───── Material for the task ─────

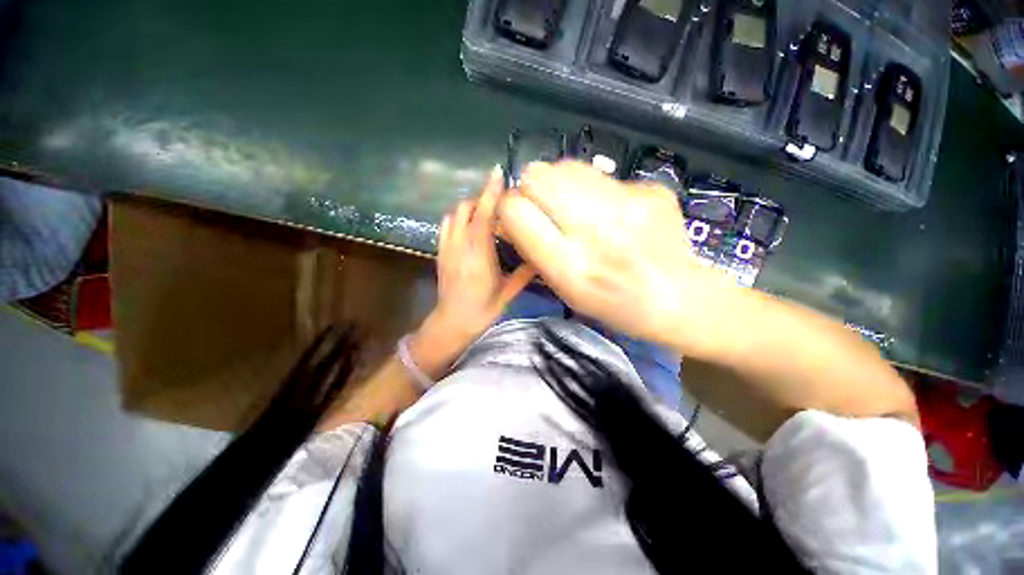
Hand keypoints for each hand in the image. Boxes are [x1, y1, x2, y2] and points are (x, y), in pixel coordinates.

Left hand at [410, 167, 533, 377]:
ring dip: (469, 207)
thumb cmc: (482, 309)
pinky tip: (469, 227)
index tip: (498, 174)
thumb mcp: (508, 292)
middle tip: (499, 203)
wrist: (452, 322)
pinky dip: (457, 218)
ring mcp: (447, 248)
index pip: (483, 214)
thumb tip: (541, 258)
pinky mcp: (440, 252)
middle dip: (482, 199)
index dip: (491, 192)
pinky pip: (446, 226)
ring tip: (484, 213)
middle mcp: (460, 246)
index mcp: (479, 254)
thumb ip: (525, 273)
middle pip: (466, 209)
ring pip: (453, 215)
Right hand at [498, 161, 735, 351]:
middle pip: (537, 176)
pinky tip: (609, 211)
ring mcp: (628, 203)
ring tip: (577, 209)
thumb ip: (534, 249)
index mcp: (570, 266)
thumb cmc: (613, 303)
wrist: (679, 298)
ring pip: (565, 167)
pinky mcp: (650, 189)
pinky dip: (593, 189)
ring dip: (560, 185)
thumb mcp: (564, 289)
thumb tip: (514, 210)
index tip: (518, 216)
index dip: (509, 209)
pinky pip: (600, 175)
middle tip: (548, 210)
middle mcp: (595, 230)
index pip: (516, 210)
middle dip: (532, 190)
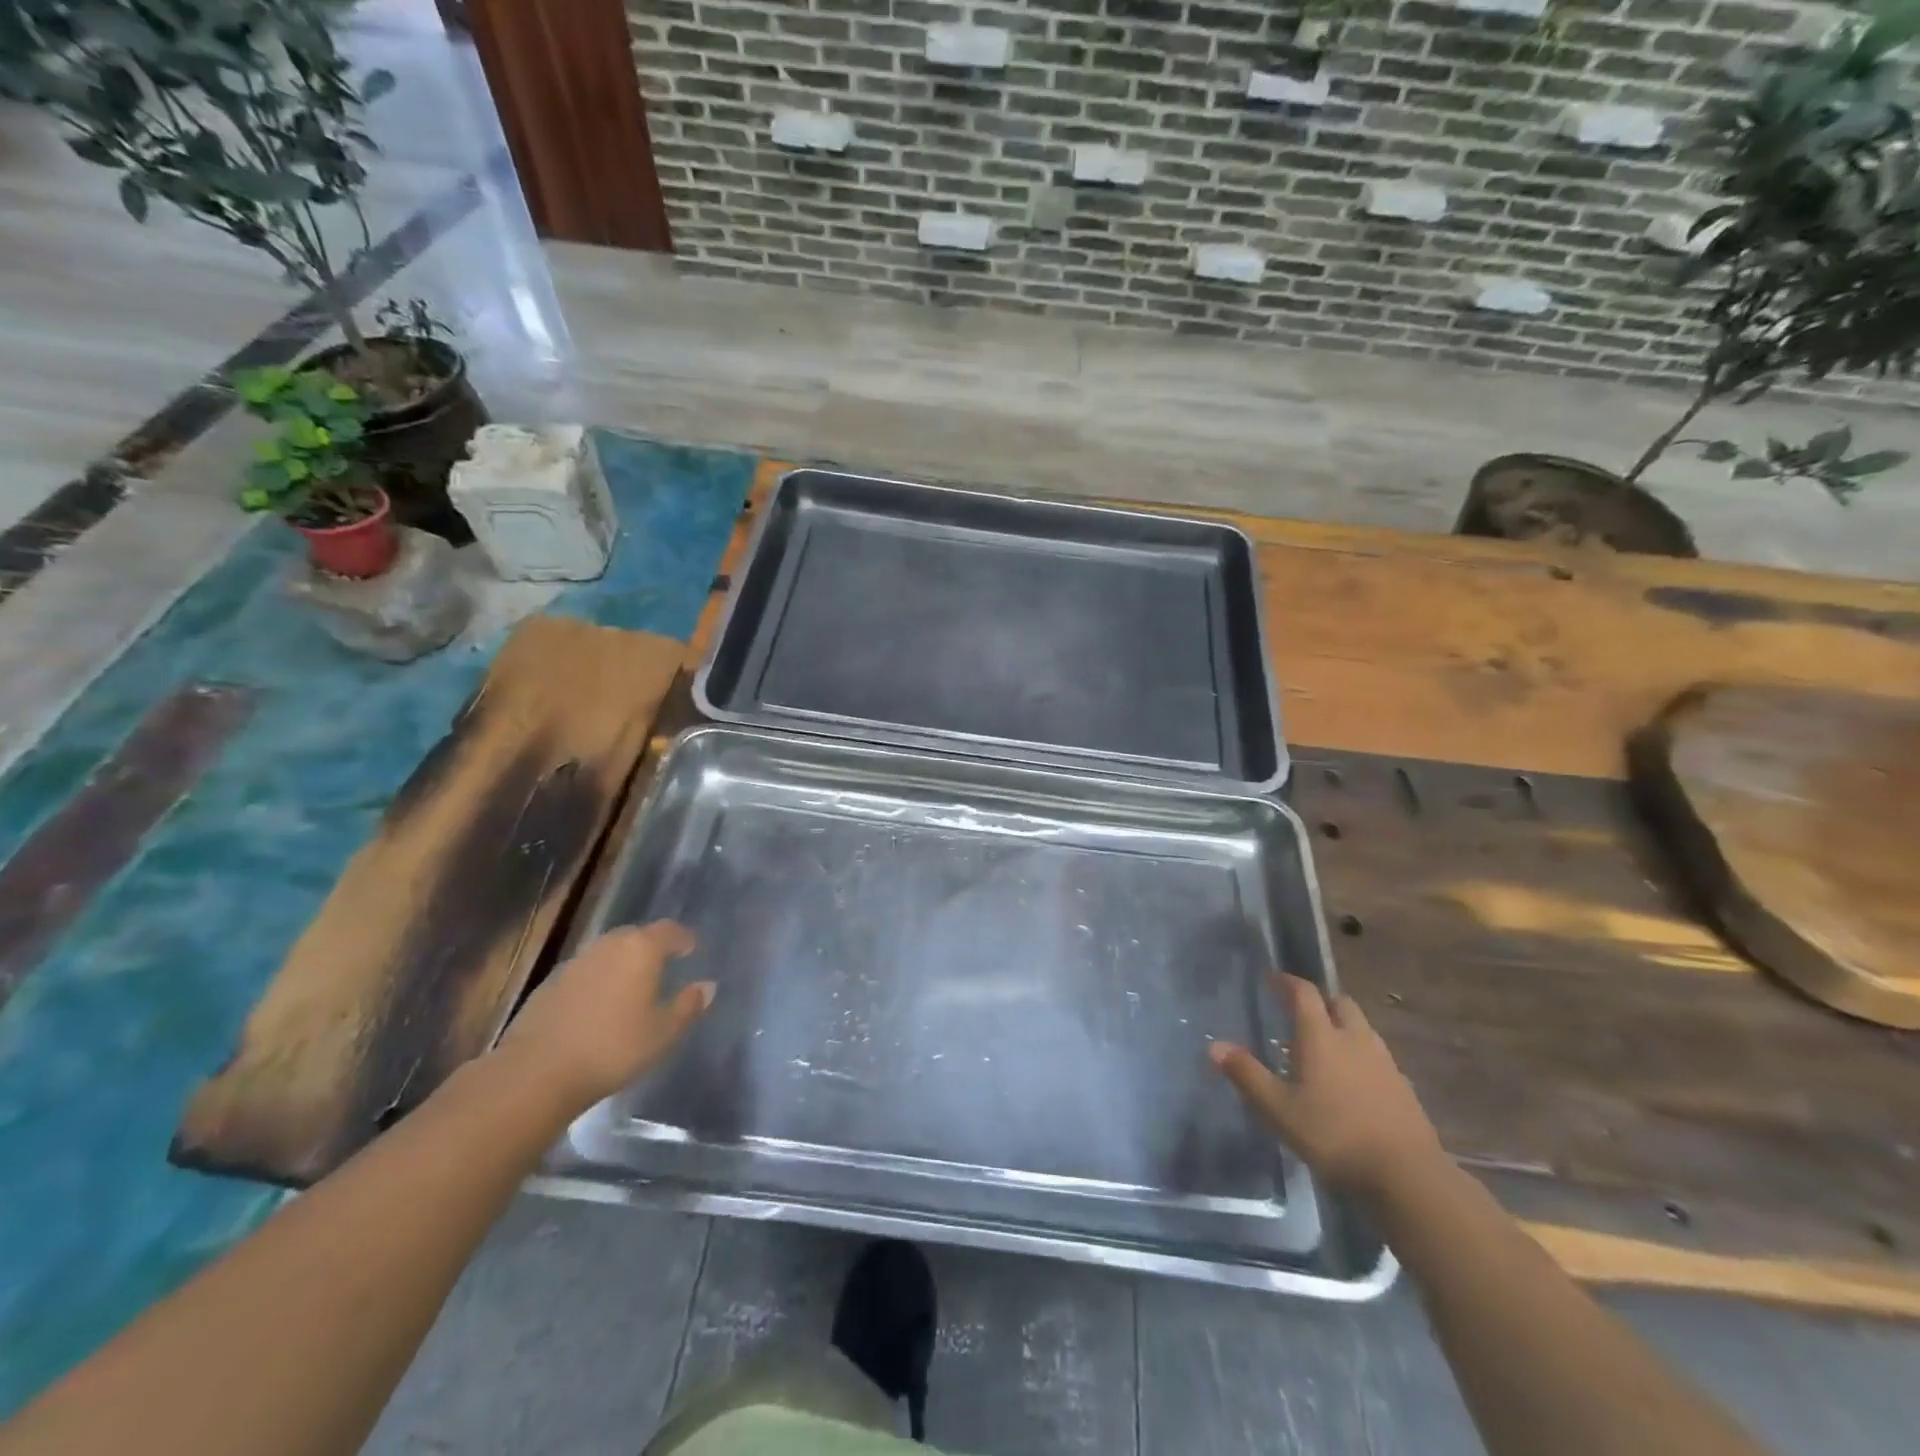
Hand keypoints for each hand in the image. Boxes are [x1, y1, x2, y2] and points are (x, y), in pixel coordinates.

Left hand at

─────

Your objective — Output everything in the records above word for word, but not the pictures.

Answer to this task —
Hand keypoints for each hand in the image. Boxes are [x1, y1, x2, y2] and points are (x, y), in pixel coordinates.

Left hand at [410, 167, 533, 377]:
ring dip: (469, 207)
thumb cmc: (482, 309)
pinky tip: (469, 227)
index tip: (498, 174)
thumb mcp: (508, 292)
middle tip: (499, 203)
wrist: (452, 322)
pinky dip: (457, 218)
ring mcp: (447, 248)
index pip: (483, 214)
thumb tip: (541, 258)
pinky mcp: (440, 252)
middle dip: (482, 199)
index dip: (491, 192)
pinky pip: (446, 226)
ring tip: (484, 213)
middle mcp: (460, 246)
index mcp: (479, 254)
thumb ip: (525, 273)
middle pip: (466, 209)
ring pip: (453, 215)
Right hand at [498, 161, 735, 351]:
middle pip: (537, 176)
pinky tip: (609, 211)
ring mcp: (628, 203)
ring tip: (577, 209)
thumb ip: (534, 249)
index mcp: (570, 266)
thumb cmc: (613, 303)
wrist: (679, 298)
ring pip: (565, 167)
pinky mcp: (650, 189)
pinky dip: (593, 189)
ring dip: (560, 185)
thumb mcp: (564, 289)
thumb tip: (514, 210)
index tip: (518, 216)
index dip: (509, 209)
pinky pip: (600, 175)
middle tip: (548, 210)
middle mcp: (595, 230)
index pip: (516, 210)
middle dip: (532, 190)
Hand keypoints for each hand in the image. Boxes are [x1, y1, x2, y2] and points are (x, y), in pixel coordinates.

Left hand at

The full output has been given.